A word-for-word copy of the records below is needed, without the images.

### RECORDS TO USE:

────────────────────────────────────────

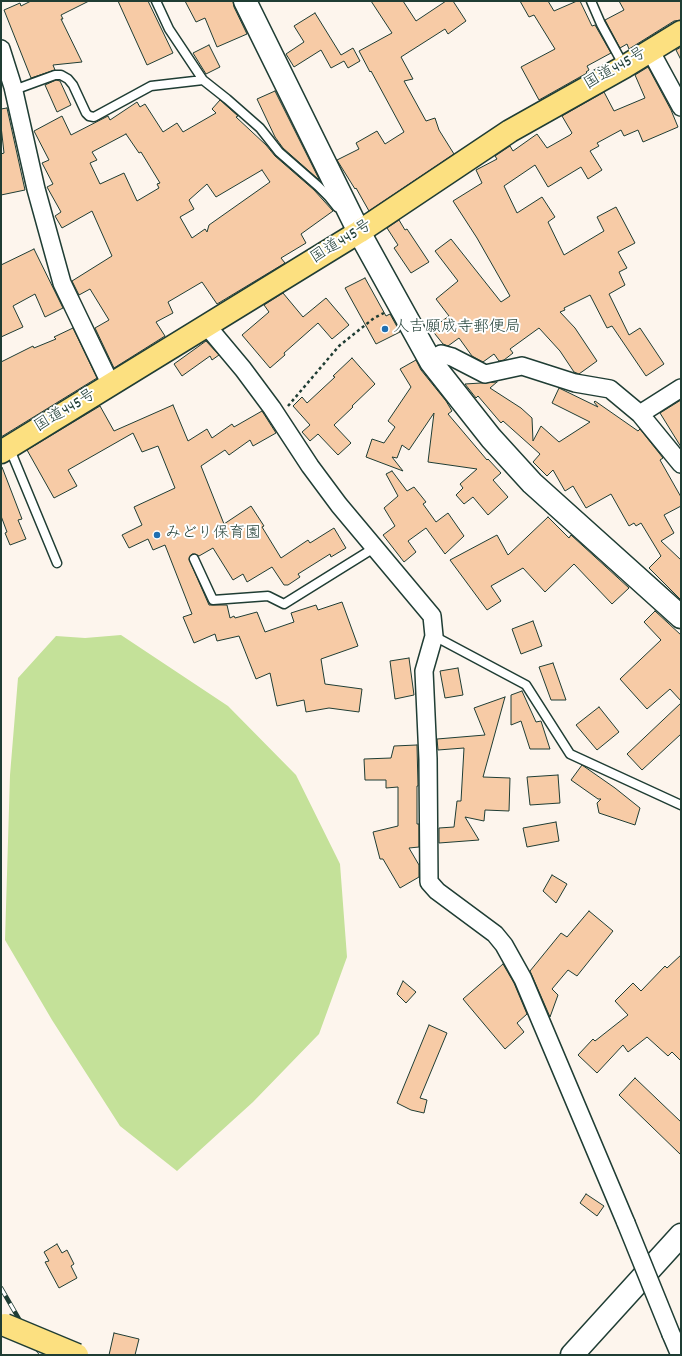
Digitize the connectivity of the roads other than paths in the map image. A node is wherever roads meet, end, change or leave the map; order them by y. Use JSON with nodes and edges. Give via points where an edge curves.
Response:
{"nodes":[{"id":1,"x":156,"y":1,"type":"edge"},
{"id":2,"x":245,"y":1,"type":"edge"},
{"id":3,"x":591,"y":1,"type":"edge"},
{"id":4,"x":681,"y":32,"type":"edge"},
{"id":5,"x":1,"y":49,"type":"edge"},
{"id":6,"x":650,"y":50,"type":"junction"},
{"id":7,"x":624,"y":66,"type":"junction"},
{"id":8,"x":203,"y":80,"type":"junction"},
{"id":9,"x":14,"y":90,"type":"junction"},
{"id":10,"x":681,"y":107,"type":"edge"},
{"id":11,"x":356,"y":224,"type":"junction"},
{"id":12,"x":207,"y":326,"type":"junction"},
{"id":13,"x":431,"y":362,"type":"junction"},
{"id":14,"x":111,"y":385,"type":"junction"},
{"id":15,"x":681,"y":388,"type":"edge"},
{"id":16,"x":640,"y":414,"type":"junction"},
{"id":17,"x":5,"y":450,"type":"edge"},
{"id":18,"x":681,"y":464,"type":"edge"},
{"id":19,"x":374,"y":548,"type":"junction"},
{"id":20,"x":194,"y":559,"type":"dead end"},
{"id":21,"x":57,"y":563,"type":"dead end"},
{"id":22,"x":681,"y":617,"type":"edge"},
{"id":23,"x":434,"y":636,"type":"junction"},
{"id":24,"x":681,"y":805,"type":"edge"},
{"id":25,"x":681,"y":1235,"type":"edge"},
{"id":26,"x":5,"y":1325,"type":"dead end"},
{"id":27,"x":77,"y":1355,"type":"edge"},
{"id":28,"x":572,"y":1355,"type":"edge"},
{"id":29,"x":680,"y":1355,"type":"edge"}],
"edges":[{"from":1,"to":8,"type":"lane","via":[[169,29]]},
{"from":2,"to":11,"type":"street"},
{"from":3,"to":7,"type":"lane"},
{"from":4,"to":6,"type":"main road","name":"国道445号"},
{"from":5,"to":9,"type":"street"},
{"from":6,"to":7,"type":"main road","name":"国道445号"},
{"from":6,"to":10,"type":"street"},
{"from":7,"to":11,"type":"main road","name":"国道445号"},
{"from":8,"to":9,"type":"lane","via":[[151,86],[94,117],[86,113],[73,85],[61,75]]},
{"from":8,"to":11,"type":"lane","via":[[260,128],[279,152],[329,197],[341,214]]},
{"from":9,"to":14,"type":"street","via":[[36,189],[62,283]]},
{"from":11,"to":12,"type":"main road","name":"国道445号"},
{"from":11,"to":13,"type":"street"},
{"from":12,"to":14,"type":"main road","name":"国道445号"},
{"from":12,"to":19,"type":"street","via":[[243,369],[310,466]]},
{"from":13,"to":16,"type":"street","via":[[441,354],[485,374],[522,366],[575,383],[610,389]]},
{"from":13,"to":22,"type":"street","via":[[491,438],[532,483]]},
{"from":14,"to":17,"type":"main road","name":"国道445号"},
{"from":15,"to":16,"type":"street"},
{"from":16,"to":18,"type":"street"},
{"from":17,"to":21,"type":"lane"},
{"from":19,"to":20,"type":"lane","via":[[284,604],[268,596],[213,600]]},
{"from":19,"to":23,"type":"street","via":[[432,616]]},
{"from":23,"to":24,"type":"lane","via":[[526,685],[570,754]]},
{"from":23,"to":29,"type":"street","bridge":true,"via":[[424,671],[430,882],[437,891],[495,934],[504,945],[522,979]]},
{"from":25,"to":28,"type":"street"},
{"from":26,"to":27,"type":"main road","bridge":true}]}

────────────────────────────────────────

### OUTPUT OF THE TASK:
Digitize the connectivity of the roads other than paths in the map image. A node is wherever roads meet, end, change or leave the map; order them by y. Use JSON with nodes and edges. Give via points where an edge curves.
Response:
{"nodes":[{"id":1,"x":156,"y":1,"type":"edge"},
{"id":2,"x":245,"y":1,"type":"edge"},
{"id":3,"x":591,"y":1,"type":"edge"},
{"id":4,"x":681,"y":32,"type":"edge"},
{"id":5,"x":1,"y":49,"type":"edge"},
{"id":6,"x":650,"y":50,"type":"junction"},
{"id":7,"x":624,"y":66,"type":"junction"},
{"id":8,"x":203,"y":80,"type":"junction"},
{"id":9,"x":14,"y":90,"type":"junction"},
{"id":10,"x":681,"y":107,"type":"edge"},
{"id":11,"x":356,"y":224,"type":"junction"},
{"id":12,"x":207,"y":326,"type":"junction"},
{"id":13,"x":431,"y":362,"type":"junction"},
{"id":14,"x":111,"y":385,"type":"junction"},
{"id":15,"x":681,"y":388,"type":"edge"},
{"id":16,"x":640,"y":414,"type":"junction"},
{"id":17,"x":5,"y":450,"type":"edge"},
{"id":18,"x":681,"y":464,"type":"edge"},
{"id":19,"x":374,"y":548,"type":"junction"},
{"id":20,"x":194,"y":559,"type":"dead end"},
{"id":21,"x":57,"y":563,"type":"dead end"},
{"id":22,"x":681,"y":617,"type":"edge"},
{"id":23,"x":434,"y":636,"type":"junction"},
{"id":24,"x":681,"y":805,"type":"edge"},
{"id":25,"x":681,"y":1235,"type":"edge"},
{"id":26,"x":5,"y":1325,"type":"dead end"},
{"id":27,"x":77,"y":1355,"type":"edge"},
{"id":28,"x":572,"y":1355,"type":"edge"},
{"id":29,"x":680,"y":1355,"type":"edge"}],
"edges":[{"from":1,"to":8,"type":"lane","via":[[169,29]]},
{"from":2,"to":11,"type":"street"},
{"from":3,"to":7,"type":"lane"},
{"from":4,"to":6,"type":"main road","name":"国道445号"},
{"from":5,"to":9,"type":"street"},
{"from":6,"to":7,"type":"main road","name":"国道445号"},
{"from":6,"to":10,"type":"street"},
{"from":7,"to":11,"type":"main road","name":"国道445号"},
{"from":8,"to":9,"type":"lane","via":[[151,86],[94,117],[86,113],[73,85],[61,75]]},
{"from":8,"to":11,"type":"lane","via":[[260,128],[279,152],[329,197],[341,214]]},
{"from":9,"to":14,"type":"street","via":[[36,189],[62,283]]},
{"from":11,"to":12,"type":"main road","name":"国道445号"},
{"from":11,"to":13,"type":"street"},
{"from":12,"to":14,"type":"main road","name":"国道445号"},
{"from":12,"to":19,"type":"street","via":[[243,369],[310,466]]},
{"from":13,"to":16,"type":"street","via":[[441,354],[485,374],[522,366],[575,383],[610,389]]},
{"from":13,"to":22,"type":"street","via":[[491,438],[532,483]]},
{"from":14,"to":17,"type":"main road","name":"国道445号"},
{"from":15,"to":16,"type":"street"},
{"from":16,"to":18,"type":"street"},
{"from":17,"to":21,"type":"lane"},
{"from":19,"to":20,"type":"lane","via":[[284,604],[268,596],[213,600]]},
{"from":19,"to":23,"type":"street","via":[[432,616]]},
{"from":23,"to":24,"type":"lane","via":[[526,685],[570,754]]},
{"from":23,"to":29,"type":"street","bridge":true,"via":[[424,671],[430,882],[437,891],[495,934],[504,945],[522,979]]},
{"from":25,"to":28,"type":"street"},
{"from":26,"to":27,"type":"main road","bridge":true}]}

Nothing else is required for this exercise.